What the task asks | All of the records must come back exactly as they were given.

Source material |
━━━━━━━━━━

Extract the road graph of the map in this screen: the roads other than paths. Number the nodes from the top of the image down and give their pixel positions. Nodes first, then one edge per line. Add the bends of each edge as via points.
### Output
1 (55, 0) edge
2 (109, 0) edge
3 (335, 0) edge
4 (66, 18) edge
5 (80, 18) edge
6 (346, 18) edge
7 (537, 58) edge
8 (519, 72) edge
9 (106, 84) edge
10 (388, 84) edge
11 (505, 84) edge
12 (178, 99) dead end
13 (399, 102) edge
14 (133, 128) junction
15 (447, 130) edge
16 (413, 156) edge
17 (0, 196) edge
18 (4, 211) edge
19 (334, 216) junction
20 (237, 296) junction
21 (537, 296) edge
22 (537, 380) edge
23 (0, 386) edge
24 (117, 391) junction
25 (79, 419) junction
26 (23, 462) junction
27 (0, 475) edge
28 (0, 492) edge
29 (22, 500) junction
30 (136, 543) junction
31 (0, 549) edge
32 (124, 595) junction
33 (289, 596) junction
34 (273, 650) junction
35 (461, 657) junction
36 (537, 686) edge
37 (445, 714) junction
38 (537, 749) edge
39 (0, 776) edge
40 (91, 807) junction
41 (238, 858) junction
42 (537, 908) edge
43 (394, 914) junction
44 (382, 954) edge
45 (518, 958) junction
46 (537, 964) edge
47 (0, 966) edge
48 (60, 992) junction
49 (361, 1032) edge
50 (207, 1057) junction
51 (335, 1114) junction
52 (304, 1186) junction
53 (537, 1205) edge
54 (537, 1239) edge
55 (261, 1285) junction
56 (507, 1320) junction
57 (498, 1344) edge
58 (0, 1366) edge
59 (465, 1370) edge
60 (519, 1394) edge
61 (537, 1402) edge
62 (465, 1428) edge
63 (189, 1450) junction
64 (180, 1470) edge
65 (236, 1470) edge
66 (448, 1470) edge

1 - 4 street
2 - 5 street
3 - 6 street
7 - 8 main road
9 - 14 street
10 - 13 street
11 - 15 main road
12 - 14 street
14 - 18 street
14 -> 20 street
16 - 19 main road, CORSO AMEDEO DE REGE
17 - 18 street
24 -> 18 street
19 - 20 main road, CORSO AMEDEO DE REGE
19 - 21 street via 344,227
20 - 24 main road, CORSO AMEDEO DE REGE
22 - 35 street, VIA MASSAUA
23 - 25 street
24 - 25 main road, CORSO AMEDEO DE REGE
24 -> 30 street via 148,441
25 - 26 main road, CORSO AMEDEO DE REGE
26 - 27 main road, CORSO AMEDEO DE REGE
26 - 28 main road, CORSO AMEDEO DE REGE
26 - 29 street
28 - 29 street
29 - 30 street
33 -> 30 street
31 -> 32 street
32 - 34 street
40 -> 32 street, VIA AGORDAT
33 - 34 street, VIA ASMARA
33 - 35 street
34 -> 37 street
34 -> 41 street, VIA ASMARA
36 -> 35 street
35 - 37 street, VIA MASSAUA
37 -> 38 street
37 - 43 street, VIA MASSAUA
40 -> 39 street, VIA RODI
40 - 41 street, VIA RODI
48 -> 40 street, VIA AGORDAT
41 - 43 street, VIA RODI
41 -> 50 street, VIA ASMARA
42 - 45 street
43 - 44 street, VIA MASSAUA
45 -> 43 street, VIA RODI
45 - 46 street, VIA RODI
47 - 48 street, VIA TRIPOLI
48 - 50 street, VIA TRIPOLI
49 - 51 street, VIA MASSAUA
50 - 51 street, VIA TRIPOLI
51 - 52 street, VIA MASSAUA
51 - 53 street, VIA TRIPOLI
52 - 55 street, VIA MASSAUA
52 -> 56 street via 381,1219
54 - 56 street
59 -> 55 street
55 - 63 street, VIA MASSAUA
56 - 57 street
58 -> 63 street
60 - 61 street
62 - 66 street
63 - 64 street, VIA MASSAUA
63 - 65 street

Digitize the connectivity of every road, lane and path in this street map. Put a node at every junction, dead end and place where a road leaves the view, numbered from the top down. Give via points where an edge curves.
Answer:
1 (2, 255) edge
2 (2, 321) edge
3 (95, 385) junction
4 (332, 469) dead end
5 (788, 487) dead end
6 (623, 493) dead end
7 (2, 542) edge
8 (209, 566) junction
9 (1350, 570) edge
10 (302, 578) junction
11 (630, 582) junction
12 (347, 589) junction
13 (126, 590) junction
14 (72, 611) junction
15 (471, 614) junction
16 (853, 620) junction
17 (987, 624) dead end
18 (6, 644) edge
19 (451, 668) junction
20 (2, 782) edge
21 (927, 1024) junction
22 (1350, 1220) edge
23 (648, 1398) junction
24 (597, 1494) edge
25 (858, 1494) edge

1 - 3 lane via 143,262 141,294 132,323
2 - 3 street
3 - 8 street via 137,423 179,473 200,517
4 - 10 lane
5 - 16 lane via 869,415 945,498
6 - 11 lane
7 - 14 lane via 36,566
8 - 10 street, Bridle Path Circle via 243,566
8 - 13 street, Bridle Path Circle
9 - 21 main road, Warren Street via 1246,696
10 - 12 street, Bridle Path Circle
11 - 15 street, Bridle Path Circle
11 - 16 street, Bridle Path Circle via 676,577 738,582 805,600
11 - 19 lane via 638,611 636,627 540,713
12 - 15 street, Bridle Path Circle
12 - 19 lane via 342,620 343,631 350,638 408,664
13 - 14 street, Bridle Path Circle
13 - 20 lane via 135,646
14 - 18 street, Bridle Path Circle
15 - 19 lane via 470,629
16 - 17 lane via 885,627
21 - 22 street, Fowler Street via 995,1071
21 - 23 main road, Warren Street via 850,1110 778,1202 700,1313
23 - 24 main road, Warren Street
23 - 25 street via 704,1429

━━━━━━━━━━

Task answer |
Extract the road graph of the map in this screen: the roads other than paths. Number the nodes from the top of the image down and give their pixel positions. Nodes first, then one edge per line. Add the bends of each edge as via points.
### Output
1 (55, 0) edge
2 (109, 0) edge
3 (335, 0) edge
4 (66, 18) edge
5 (80, 18) edge
6 (346, 18) edge
7 (537, 58) edge
8 (519, 72) edge
9 (106, 84) edge
10 (388, 84) edge
11 (505, 84) edge
12 (178, 99) dead end
13 (399, 102) edge
14 (133, 128) junction
15 (447, 130) edge
16 (413, 156) edge
17 (0, 196) edge
18 (4, 211) edge
19 (334, 216) junction
20 (237, 296) junction
21 (537, 296) edge
22 (537, 380) edge
23 (0, 386) edge
24 (117, 391) junction
25 (79, 419) junction
26 (23, 462) junction
27 (0, 475) edge
28 (0, 492) edge
29 (22, 500) junction
30 (136, 543) junction
31 (0, 549) edge
32 (124, 595) junction
33 (289, 596) junction
34 (273, 650) junction
35 (461, 657) junction
36 (537, 686) edge
37 (445, 714) junction
38 (537, 749) edge
39 (0, 776) edge
40 (91, 807) junction
41 (238, 858) junction
42 (537, 908) edge
43 (394, 914) junction
44 (382, 954) edge
45 (518, 958) junction
46 (537, 964) edge
47 (0, 966) edge
48 (60, 992) junction
49 (361, 1032) edge
50 (207, 1057) junction
51 (335, 1114) junction
52 (304, 1186) junction
53 (537, 1205) edge
54 (537, 1239) edge
55 (261, 1285) junction
56 (507, 1320) junction
57 (498, 1344) edge
58 (0, 1366) edge
59 (465, 1370) edge
60 (519, 1394) edge
61 (537, 1402) edge
62 (465, 1428) edge
63 (189, 1450) junction
64 (180, 1470) edge
65 (236, 1470) edge
66 (448, 1470) edge

1 - 4 street
2 - 5 street
3 - 6 street
7 - 8 main road
9 - 14 street
10 - 13 street
11 - 15 main road
12 - 14 street
14 - 18 street
14 -> 20 street
16 - 19 main road, CORSO AMEDEO DE REGE
17 - 18 street
24 -> 18 street
19 - 20 main road, CORSO AMEDEO DE REGE
19 - 21 street via 344,227
20 - 24 main road, CORSO AMEDEO DE REGE
22 - 35 street, VIA MASSAUA
23 - 25 street
24 - 25 main road, CORSO AMEDEO DE REGE
24 -> 30 street via 148,441
25 - 26 main road, CORSO AMEDEO DE REGE
26 - 27 main road, CORSO AMEDEO DE REGE
26 - 28 main road, CORSO AMEDEO DE REGE
26 - 29 street
28 - 29 street
29 - 30 street
33 -> 30 street
31 -> 32 street
32 - 34 street
40 -> 32 street, VIA AGORDAT
33 - 34 street, VIA ASMARA
33 - 35 street
34 -> 37 street
34 -> 41 street, VIA ASMARA
36 -> 35 street
35 - 37 street, VIA MASSAUA
37 -> 38 street
37 - 43 street, VIA MASSAUA
40 -> 39 street, VIA RODI
40 - 41 street, VIA RODI
48 -> 40 street, VIA AGORDAT
41 - 43 street, VIA RODI
41 -> 50 street, VIA ASMARA
42 - 45 street
43 - 44 street, VIA MASSAUA
45 -> 43 street, VIA RODI
45 - 46 street, VIA RODI
47 - 48 street, VIA TRIPOLI
48 - 50 street, VIA TRIPOLI
49 - 51 street, VIA MASSAUA
50 - 51 street, VIA TRIPOLI
51 - 52 street, VIA MASSAUA
51 - 53 street, VIA TRIPOLI
52 - 55 street, VIA MASSAUA
52 -> 56 street via 381,1219
54 - 56 street
59 -> 55 street
55 - 63 street, VIA MASSAUA
56 - 57 street
58 -> 63 street
60 - 61 street
62 - 66 street
63 - 64 street, VIA MASSAUA
63 - 65 street

Digitize the connectivity of every road, lane and path in this street map. Put a node at every junction, dead end and place where a road leaves the view, numbered from the top down. Give via points where an edge curves.
Answer:
1 (2, 255) edge
2 (2, 321) edge
3 (95, 385) junction
4 (332, 469) dead end
5 (788, 487) dead end
6 (623, 493) dead end
7 (2, 542) edge
8 (209, 566) junction
9 (1350, 570) edge
10 (302, 578) junction
11 (630, 582) junction
12 (347, 589) junction
13 (126, 590) junction
14 (72, 611) junction
15 (471, 614) junction
16 (853, 620) junction
17 (987, 624) dead end
18 (6, 644) edge
19 (451, 668) junction
20 (2, 782) edge
21 (927, 1024) junction
22 (1350, 1220) edge
23 (648, 1398) junction
24 (597, 1494) edge
25 (858, 1494) edge

1 - 3 lane via 143,262 141,294 132,323
2 - 3 street
3 - 8 street via 137,423 179,473 200,517
4 - 10 lane
5 - 16 lane via 869,415 945,498
6 - 11 lane
7 - 14 lane via 36,566
8 - 10 street, Bridle Path Circle via 243,566
8 - 13 street, Bridle Path Circle
9 - 21 main road, Warren Street via 1246,696
10 - 12 street, Bridle Path Circle
11 - 15 street, Bridle Path Circle
11 - 16 street, Bridle Path Circle via 676,577 738,582 805,600
11 - 19 lane via 638,611 636,627 540,713
12 - 15 street, Bridle Path Circle
12 - 19 lane via 342,620 343,631 350,638 408,664
13 - 14 street, Bridle Path Circle
13 - 20 lane via 135,646
14 - 18 street, Bridle Path Circle
15 - 19 lane via 470,629
16 - 17 lane via 885,627
21 - 22 street, Fowler Street via 995,1071
21 - 23 main road, Warren Street via 850,1110 778,1202 700,1313
23 - 24 main road, Warren Street
23 - 25 street via 704,1429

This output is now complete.